◆ Exercise description ◆
Each line in the records that mentions the word "Bada" needs to be listed.
** Material provided follows **
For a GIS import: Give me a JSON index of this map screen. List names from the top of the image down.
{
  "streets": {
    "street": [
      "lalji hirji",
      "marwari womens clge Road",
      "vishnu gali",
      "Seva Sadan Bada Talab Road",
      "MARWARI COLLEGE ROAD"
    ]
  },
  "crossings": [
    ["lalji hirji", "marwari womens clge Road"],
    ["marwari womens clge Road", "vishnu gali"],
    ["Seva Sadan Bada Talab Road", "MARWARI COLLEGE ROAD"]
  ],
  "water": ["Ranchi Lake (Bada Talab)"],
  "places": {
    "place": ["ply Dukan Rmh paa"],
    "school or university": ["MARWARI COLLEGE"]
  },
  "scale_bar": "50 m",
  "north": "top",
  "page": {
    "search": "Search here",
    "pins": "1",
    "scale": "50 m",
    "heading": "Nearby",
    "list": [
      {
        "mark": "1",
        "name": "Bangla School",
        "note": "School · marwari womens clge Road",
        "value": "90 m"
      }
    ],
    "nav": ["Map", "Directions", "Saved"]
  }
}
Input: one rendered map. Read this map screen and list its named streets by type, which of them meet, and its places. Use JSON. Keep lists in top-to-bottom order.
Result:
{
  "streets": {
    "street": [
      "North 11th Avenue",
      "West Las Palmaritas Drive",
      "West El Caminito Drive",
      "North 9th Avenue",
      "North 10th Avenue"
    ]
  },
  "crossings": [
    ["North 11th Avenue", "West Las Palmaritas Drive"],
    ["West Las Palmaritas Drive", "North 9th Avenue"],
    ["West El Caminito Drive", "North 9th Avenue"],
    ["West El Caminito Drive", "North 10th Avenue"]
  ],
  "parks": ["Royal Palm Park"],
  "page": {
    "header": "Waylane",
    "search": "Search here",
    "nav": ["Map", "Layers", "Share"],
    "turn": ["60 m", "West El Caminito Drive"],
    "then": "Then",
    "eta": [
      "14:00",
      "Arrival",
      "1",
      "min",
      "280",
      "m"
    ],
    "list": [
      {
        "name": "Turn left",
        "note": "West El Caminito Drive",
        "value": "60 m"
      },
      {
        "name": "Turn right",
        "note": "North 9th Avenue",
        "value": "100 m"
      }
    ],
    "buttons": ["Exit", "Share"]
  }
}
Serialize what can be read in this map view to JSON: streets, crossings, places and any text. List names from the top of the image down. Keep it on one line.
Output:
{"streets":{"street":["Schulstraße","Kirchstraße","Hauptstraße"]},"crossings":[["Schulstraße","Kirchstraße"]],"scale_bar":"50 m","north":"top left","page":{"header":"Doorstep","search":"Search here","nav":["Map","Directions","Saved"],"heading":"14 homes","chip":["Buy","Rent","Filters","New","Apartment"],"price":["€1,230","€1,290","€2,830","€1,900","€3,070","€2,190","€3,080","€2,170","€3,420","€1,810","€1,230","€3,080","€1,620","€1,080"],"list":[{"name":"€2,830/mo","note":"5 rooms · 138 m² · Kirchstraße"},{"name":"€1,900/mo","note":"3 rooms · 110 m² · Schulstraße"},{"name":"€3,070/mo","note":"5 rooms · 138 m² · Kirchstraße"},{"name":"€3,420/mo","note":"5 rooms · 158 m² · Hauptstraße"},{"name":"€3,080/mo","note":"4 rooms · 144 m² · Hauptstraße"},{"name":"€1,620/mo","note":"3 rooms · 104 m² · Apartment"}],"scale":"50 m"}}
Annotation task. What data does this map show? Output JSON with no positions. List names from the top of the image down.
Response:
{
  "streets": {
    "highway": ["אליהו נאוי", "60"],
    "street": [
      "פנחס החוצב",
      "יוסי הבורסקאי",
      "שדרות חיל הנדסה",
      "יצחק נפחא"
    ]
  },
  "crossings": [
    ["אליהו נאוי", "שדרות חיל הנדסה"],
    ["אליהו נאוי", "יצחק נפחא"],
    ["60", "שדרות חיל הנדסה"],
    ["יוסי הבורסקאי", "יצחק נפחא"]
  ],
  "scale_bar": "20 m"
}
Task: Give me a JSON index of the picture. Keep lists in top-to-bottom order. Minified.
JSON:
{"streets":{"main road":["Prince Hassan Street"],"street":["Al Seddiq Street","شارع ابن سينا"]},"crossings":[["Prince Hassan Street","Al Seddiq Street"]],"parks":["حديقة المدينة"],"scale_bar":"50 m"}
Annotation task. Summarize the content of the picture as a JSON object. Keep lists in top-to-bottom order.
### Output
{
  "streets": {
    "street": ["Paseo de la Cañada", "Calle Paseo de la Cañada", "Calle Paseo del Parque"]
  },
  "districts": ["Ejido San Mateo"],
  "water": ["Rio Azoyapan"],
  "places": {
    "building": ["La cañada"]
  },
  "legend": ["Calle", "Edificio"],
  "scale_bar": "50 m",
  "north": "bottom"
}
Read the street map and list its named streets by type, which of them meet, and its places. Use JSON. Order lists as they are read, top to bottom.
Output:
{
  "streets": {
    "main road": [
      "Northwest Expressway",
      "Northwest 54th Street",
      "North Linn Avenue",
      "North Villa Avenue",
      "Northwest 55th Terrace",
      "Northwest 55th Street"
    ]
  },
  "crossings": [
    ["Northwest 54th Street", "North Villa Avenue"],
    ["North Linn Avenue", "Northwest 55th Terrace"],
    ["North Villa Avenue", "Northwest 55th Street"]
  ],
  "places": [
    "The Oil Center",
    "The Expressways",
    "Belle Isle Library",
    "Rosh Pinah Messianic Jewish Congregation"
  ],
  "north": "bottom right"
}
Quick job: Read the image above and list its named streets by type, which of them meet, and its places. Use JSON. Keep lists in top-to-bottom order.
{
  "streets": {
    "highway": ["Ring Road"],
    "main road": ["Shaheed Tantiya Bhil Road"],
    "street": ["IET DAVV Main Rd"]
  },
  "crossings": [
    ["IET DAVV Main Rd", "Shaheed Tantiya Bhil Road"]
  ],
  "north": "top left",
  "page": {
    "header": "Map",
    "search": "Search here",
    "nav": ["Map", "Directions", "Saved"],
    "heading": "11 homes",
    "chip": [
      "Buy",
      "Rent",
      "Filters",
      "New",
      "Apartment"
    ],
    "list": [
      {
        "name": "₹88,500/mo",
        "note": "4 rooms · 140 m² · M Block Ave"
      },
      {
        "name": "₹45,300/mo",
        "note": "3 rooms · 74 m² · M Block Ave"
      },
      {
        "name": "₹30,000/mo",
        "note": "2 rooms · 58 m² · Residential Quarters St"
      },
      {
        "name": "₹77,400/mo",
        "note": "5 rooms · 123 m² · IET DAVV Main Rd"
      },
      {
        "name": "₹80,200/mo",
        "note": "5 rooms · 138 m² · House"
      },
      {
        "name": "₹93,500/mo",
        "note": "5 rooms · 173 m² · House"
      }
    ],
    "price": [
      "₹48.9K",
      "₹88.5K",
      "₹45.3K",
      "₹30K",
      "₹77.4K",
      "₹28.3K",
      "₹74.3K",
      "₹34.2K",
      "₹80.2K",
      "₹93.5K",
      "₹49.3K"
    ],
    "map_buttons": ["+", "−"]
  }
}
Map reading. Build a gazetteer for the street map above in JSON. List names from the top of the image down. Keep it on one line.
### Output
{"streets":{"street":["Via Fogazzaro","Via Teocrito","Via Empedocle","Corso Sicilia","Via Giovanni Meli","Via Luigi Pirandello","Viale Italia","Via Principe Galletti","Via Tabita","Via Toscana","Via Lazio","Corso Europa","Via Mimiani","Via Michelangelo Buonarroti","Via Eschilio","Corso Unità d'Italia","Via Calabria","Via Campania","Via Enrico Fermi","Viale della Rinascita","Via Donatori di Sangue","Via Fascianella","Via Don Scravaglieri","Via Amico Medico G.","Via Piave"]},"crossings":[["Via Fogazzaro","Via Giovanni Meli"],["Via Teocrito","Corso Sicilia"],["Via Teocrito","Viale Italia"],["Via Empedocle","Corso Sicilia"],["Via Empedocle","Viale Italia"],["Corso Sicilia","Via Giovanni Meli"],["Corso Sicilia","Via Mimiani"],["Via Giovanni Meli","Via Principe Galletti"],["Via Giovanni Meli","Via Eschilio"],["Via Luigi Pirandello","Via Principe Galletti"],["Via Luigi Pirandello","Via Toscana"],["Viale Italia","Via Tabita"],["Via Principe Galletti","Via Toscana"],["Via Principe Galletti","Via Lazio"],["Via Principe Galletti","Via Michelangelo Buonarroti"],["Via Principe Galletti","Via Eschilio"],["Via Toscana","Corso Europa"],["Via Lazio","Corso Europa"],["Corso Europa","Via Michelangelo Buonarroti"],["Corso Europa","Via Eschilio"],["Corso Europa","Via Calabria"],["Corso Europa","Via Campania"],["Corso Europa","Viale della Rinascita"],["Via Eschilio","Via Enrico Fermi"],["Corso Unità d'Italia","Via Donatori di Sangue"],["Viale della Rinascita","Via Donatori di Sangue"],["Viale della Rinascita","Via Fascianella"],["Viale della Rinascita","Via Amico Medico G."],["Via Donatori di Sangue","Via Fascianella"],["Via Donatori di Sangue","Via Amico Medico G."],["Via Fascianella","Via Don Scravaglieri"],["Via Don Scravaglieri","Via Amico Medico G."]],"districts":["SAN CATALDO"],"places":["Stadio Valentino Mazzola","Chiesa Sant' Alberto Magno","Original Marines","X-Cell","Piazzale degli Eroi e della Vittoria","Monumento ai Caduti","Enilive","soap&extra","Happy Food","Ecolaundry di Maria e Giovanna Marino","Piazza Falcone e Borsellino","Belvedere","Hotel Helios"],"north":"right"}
** End of Material provided **
◆ Solution for this exercise ◆
      "Seva Sadan Bada Talab Road",
    ["Seva Sadan Bada Talab Road", "MARWARI COLLEGE ROAD"]
  "water": ["Ranchi Lake (Bada Talab)"],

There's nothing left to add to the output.